Repairing and clean-up of a Hewlett Packard (HP)5300B Measuring System with a 5305B 1,300 MHz Counter module.
This was supposed to be just a clean-up project, but this one turned into a bit more work that I had expected.
This HP 5300B system was purchased on Ebay as “powers on, the numbers display on the screen”. When it arrived I plugged it into my Watts Up? power monitor and turned it on. Nothing happened, there was no display and the power monitor showed .000 amps.
The seller did make it right by refunding part of the purchase, so now it was a challenge to see if I could get this unit working again.
To start with the fuseholder cap was not the original and was intermittently making connection. After replacing the cap, I had AC line voltage to the transformer and low voltage AC to the board. I noticed on further inspection that the transformer aluminum support was severely deformed, which was also causing bending of the circuit board and an attached power transistor using the aluminum frame as a heatsink.
After a hour of disassembly, straightening, and reassembly it was time to try powering up the unit again.
Still no display or DC system voltages.
After a bit more troubleshooting the problem ended up being a damaged contact on the 50 pin Centronics style connector that mates to the different plug-on modules for the system.
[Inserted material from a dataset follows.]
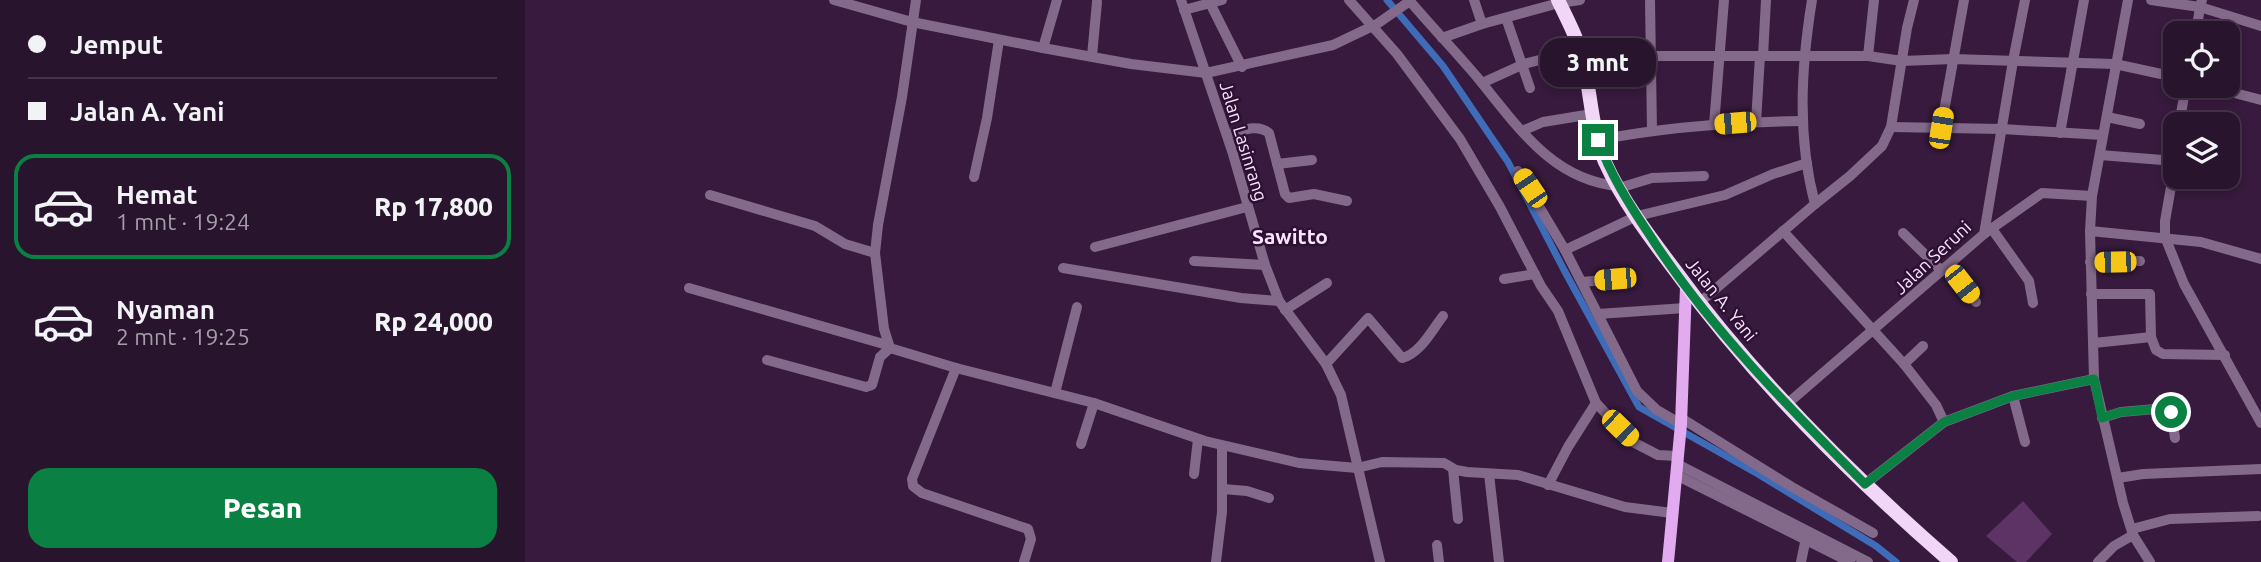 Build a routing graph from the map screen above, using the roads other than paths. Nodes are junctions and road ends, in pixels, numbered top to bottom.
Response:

Pin 25 DC +22 volt power is connected via the plug-on module to pin 50 (DC-IN) which then is switched by the front panel power switch, and then is converted to system voltages. This allows the system to utilize a battery pack between the plug-on modules for portable operation.
Most likely the damage happened at the same time the aluminum frame was deformed by a severe drop causing the transformer to move things around inside the case. This was not caused by the most recent shipping to my location, as I also found three of the four plastic board mounting latches damaged with missing latches, but no remains of the latches inside the case when opened.
Now that the unit was working, it was time to perform a through cleaning and take some photos of the 5305B 1,300 MHz Counter plug-on module.
The Hewlett Packard 5305B is a beautiful example of quality engineering from the mid 70’s by the design team at HP. This unit was built in late 1981.
I still need to check the calibration of the 10.000 MHz oscillator, but currently do not have anything accurate enough to do the job.
Hmmm, sounds like another future project!